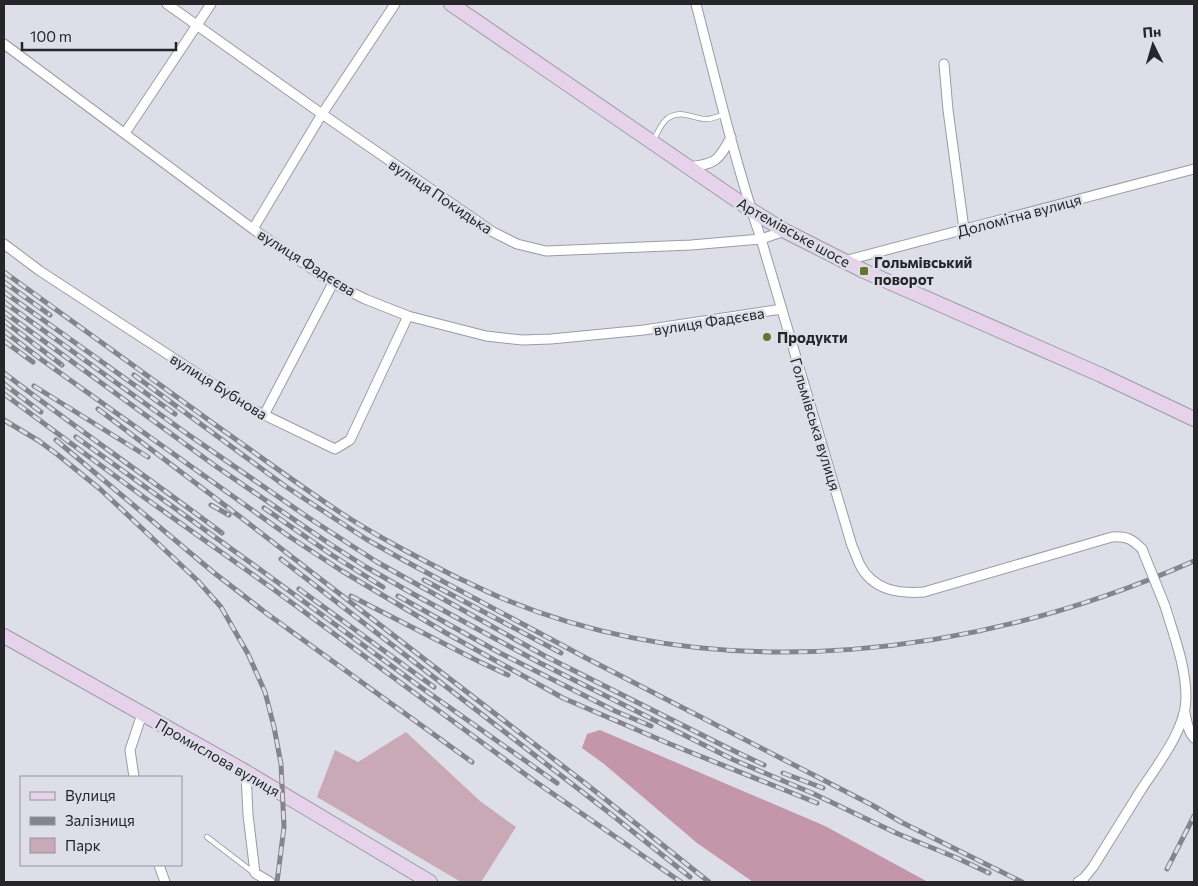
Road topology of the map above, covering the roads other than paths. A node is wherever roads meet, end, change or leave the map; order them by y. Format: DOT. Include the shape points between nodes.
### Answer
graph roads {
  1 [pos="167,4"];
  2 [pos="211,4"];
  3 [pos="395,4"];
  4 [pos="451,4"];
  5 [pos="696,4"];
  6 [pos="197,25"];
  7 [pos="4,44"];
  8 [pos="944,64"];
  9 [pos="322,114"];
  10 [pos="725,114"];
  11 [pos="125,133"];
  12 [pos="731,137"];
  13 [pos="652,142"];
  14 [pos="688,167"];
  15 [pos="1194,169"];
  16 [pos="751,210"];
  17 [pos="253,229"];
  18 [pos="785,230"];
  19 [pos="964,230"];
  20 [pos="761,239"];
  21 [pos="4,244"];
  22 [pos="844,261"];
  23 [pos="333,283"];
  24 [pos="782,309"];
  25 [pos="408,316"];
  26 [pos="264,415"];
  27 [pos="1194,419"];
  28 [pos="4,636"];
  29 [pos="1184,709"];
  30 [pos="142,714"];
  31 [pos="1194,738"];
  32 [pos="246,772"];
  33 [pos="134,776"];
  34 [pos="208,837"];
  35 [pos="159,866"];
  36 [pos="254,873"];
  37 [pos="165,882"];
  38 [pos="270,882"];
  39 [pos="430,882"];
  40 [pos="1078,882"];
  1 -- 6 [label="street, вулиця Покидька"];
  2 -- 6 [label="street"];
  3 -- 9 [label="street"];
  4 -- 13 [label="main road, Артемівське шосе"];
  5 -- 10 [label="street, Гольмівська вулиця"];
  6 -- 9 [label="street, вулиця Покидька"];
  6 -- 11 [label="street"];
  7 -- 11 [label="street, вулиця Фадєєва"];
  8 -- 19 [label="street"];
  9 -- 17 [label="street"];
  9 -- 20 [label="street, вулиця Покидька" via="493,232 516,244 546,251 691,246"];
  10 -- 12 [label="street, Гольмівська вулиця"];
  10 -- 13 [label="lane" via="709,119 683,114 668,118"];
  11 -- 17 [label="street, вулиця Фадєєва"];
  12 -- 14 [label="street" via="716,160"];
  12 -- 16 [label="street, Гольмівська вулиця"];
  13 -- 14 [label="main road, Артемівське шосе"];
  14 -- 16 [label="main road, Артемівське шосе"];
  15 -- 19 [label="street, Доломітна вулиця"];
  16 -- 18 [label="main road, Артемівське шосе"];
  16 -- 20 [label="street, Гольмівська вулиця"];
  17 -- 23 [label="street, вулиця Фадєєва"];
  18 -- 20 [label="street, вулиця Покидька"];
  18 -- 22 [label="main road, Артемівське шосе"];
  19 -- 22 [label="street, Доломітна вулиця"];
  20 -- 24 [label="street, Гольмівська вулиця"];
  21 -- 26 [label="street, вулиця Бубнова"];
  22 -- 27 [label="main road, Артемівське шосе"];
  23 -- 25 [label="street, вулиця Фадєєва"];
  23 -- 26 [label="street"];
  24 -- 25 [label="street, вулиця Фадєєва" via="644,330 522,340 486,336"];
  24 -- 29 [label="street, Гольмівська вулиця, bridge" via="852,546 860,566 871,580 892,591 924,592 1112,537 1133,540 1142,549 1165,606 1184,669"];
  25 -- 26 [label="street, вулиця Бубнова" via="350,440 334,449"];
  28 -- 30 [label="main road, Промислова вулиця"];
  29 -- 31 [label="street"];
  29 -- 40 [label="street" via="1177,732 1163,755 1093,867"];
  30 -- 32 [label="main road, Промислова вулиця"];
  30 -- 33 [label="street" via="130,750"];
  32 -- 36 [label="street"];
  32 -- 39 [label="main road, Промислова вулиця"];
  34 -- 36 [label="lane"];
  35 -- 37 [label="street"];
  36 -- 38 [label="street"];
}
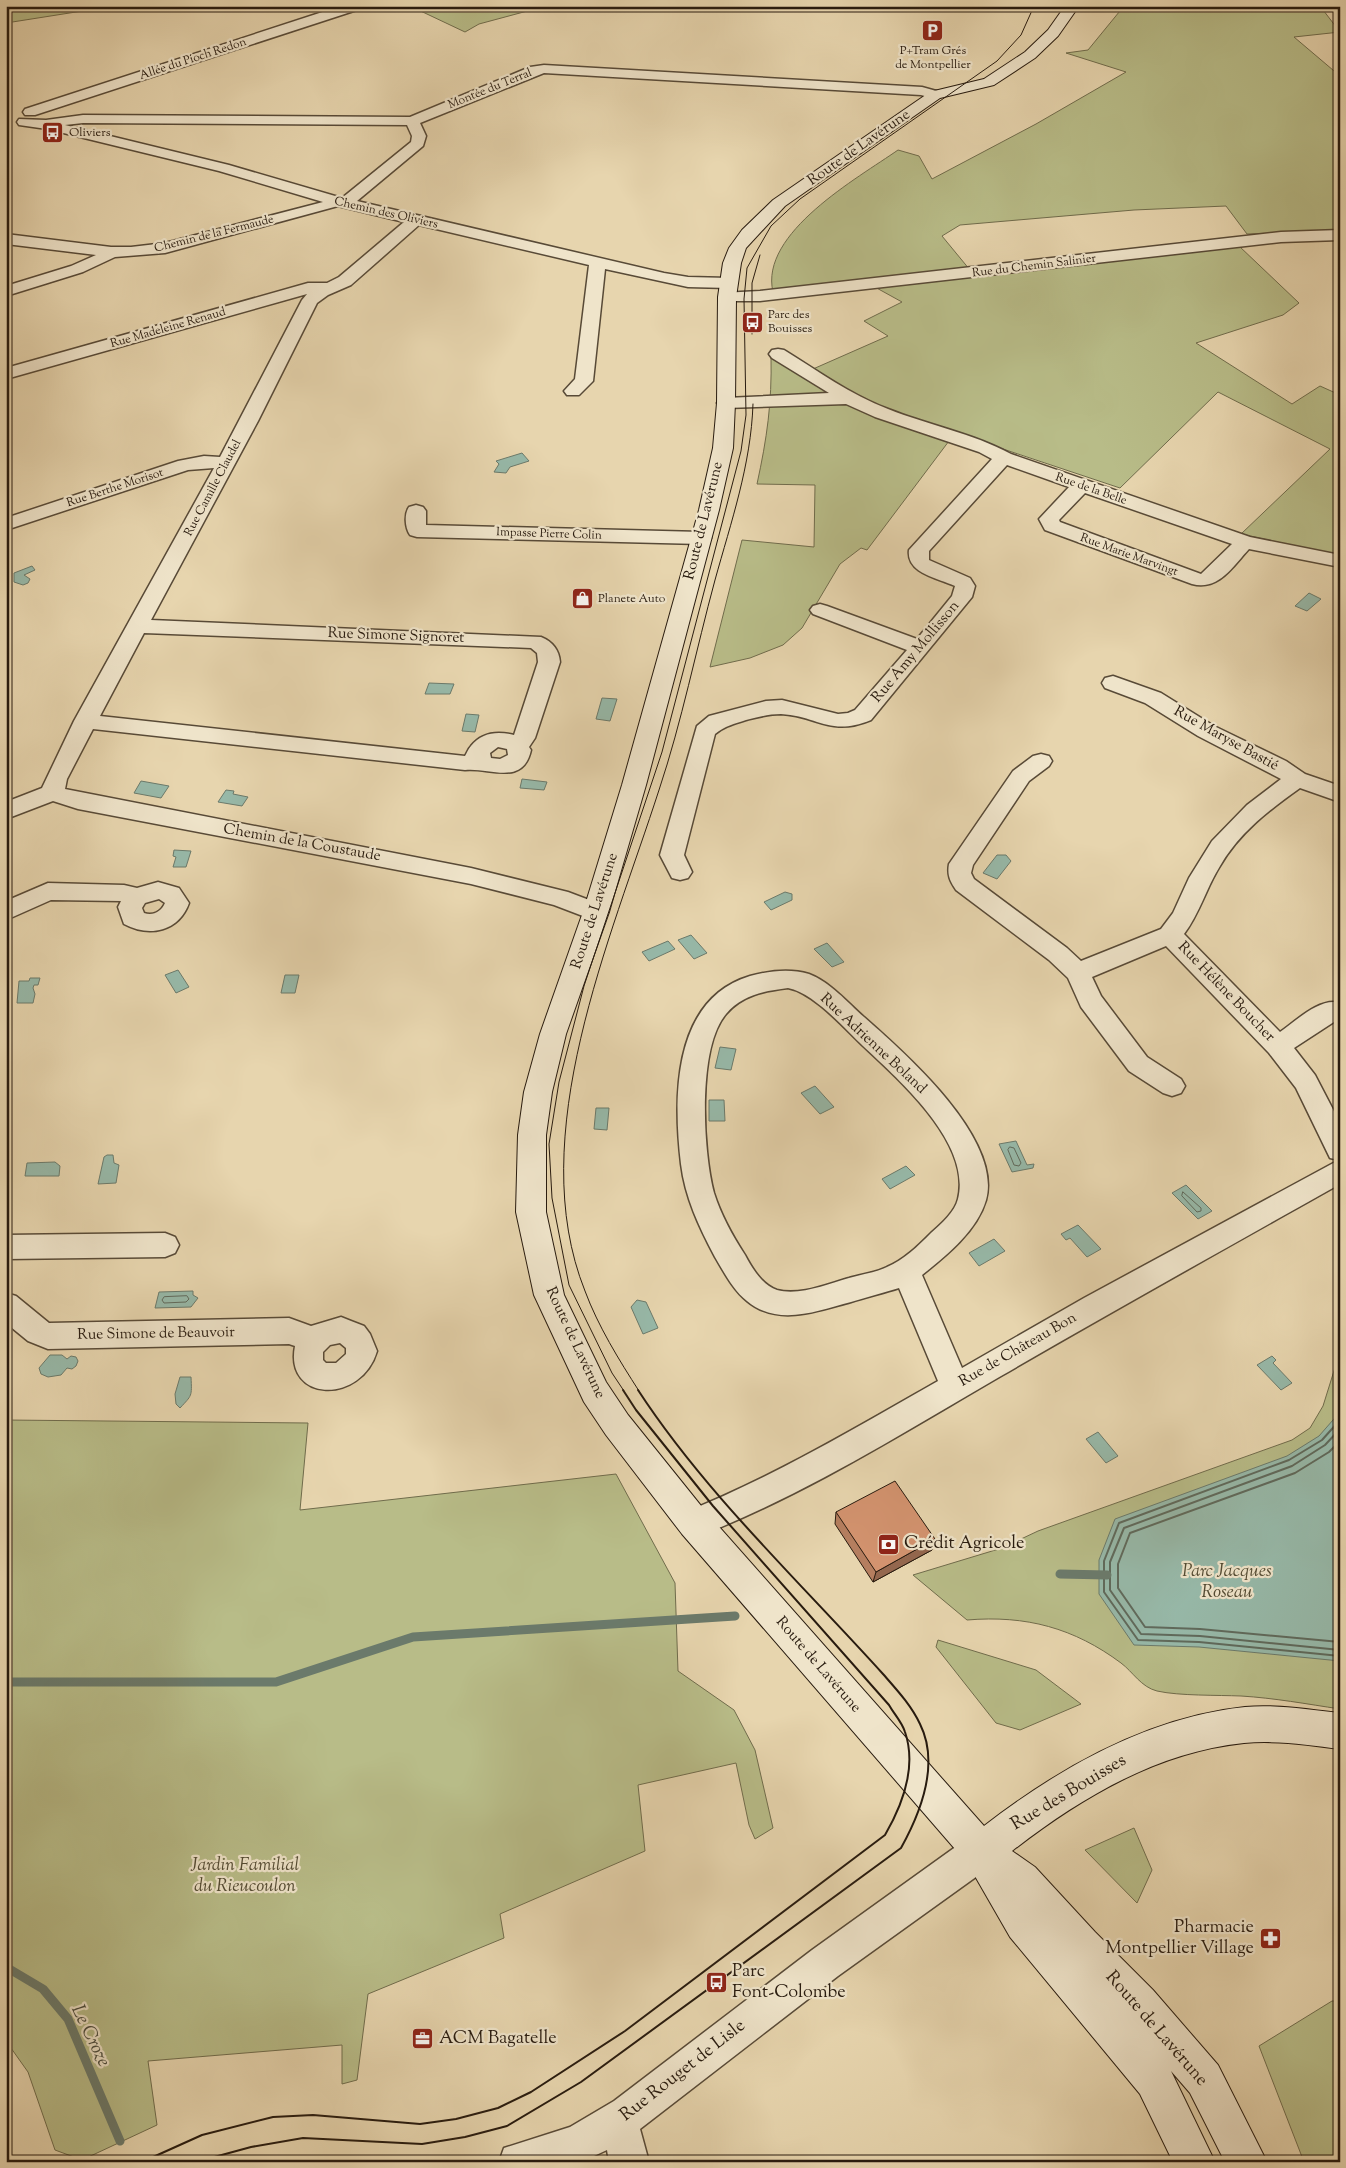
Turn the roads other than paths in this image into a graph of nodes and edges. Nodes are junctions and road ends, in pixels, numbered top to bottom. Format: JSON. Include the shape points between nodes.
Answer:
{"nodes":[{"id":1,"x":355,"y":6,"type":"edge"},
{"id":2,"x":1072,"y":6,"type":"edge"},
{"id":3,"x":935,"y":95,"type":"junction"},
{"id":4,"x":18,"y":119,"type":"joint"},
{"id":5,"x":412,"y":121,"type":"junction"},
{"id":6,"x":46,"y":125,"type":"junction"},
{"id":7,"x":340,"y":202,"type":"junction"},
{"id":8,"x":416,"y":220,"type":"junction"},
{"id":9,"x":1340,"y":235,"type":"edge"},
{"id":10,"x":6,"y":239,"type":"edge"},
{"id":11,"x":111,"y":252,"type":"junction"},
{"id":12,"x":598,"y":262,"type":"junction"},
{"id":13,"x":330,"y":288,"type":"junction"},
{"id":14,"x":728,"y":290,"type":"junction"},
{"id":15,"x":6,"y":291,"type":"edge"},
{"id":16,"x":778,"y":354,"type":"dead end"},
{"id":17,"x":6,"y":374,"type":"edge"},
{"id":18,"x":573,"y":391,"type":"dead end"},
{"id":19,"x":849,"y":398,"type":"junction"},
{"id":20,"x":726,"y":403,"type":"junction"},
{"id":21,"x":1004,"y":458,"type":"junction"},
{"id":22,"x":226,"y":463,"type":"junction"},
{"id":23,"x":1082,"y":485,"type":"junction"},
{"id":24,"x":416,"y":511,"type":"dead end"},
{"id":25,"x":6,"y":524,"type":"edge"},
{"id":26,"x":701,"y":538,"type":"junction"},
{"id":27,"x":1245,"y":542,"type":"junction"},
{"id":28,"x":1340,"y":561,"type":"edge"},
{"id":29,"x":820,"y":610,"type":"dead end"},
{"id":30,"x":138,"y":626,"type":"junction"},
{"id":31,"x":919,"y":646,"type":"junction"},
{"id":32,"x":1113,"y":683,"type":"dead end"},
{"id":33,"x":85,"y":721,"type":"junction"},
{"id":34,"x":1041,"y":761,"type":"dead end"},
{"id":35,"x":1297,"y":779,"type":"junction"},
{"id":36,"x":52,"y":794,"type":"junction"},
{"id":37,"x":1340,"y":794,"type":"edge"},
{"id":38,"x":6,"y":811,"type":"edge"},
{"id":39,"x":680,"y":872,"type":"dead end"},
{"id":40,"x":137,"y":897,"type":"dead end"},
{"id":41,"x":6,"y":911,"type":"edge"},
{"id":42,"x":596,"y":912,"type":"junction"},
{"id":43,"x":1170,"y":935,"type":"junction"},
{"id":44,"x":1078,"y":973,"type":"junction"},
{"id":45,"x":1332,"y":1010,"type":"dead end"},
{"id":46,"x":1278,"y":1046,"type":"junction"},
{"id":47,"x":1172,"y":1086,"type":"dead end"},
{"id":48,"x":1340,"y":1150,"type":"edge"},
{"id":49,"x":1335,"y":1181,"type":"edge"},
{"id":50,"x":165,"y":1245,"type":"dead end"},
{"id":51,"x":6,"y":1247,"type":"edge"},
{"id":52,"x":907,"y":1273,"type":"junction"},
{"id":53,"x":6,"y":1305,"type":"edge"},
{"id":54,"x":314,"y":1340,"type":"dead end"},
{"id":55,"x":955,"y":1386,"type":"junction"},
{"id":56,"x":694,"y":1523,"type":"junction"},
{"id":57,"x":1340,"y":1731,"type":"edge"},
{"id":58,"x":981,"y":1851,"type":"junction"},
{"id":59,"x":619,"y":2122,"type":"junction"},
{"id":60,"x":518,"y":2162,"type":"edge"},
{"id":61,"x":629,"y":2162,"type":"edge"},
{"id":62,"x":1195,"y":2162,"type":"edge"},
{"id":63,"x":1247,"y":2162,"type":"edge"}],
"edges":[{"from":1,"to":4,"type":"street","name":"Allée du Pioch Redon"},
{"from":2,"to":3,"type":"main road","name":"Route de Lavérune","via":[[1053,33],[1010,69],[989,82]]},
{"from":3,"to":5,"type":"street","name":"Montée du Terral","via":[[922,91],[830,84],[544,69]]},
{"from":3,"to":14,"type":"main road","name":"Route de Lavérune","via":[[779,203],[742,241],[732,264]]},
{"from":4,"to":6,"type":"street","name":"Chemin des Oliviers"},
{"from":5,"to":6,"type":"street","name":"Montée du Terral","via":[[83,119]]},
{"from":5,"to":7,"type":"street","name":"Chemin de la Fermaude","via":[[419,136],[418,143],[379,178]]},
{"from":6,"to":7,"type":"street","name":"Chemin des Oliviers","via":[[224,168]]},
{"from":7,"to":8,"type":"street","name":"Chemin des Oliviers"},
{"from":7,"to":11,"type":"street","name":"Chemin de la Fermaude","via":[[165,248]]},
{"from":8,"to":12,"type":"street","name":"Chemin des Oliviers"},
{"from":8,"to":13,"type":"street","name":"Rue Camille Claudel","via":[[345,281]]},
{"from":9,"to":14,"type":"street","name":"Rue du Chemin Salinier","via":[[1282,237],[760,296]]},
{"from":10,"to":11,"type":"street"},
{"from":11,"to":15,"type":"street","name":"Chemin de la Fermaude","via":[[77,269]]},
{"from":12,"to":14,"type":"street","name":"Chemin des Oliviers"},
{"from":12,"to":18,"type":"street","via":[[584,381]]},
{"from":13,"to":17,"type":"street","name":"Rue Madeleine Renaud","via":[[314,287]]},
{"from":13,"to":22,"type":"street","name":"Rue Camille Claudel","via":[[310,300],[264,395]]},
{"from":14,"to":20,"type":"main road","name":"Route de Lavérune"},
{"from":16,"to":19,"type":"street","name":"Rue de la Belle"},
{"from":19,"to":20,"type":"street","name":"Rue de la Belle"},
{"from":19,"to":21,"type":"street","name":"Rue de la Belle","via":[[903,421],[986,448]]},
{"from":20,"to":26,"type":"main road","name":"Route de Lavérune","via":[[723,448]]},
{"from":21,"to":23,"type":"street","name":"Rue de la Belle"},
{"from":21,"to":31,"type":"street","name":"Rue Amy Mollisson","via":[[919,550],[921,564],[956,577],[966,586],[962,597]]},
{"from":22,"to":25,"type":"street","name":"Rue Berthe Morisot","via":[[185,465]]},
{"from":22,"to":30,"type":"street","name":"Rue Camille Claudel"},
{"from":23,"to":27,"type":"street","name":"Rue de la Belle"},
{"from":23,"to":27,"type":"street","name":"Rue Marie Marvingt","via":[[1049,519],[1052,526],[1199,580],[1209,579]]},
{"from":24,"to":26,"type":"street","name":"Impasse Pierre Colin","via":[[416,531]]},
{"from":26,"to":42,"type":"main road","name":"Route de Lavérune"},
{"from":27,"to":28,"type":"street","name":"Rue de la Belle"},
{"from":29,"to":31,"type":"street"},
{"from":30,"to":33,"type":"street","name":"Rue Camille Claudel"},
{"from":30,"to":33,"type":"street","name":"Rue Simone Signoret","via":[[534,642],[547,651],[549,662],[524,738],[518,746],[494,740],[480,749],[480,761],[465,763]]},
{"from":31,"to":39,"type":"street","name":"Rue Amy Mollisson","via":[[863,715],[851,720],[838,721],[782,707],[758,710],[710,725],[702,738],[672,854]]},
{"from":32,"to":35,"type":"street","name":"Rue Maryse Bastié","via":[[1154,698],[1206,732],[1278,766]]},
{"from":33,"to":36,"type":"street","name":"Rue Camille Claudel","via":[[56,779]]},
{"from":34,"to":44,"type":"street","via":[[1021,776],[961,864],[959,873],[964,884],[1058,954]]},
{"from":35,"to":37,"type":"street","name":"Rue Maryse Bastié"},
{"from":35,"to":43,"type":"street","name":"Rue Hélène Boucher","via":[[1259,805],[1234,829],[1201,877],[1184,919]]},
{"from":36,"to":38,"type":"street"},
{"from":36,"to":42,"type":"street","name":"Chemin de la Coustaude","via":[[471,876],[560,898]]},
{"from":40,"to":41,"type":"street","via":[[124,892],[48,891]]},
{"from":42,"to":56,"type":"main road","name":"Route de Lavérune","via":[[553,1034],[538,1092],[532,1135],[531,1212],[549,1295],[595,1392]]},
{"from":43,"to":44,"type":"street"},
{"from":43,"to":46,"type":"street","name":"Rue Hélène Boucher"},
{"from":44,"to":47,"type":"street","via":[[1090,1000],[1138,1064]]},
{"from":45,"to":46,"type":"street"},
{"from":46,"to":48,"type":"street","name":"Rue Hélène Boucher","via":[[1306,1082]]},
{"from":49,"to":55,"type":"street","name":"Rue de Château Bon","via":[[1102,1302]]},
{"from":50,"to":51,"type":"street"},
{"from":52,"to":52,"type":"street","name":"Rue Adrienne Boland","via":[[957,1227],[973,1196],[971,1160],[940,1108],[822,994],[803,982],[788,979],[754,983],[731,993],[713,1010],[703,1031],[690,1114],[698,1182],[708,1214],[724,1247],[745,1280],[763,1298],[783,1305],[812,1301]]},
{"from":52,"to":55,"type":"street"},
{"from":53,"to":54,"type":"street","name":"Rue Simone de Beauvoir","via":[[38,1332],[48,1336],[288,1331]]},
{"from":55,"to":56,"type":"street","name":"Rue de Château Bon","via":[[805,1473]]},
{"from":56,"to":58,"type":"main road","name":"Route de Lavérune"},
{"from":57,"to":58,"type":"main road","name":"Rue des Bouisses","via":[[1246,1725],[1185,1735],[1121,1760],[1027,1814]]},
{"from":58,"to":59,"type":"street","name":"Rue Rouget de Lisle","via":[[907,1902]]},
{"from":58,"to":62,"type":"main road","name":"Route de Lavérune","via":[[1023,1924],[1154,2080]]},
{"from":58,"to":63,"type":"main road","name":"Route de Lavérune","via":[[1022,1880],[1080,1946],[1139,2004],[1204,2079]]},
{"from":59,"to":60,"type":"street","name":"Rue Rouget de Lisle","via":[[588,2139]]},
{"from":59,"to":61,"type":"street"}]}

▬▬▬▬▬▬▬▬▬▬

State how many lines in the listing above contain "Terral". Nothing else is needed.

2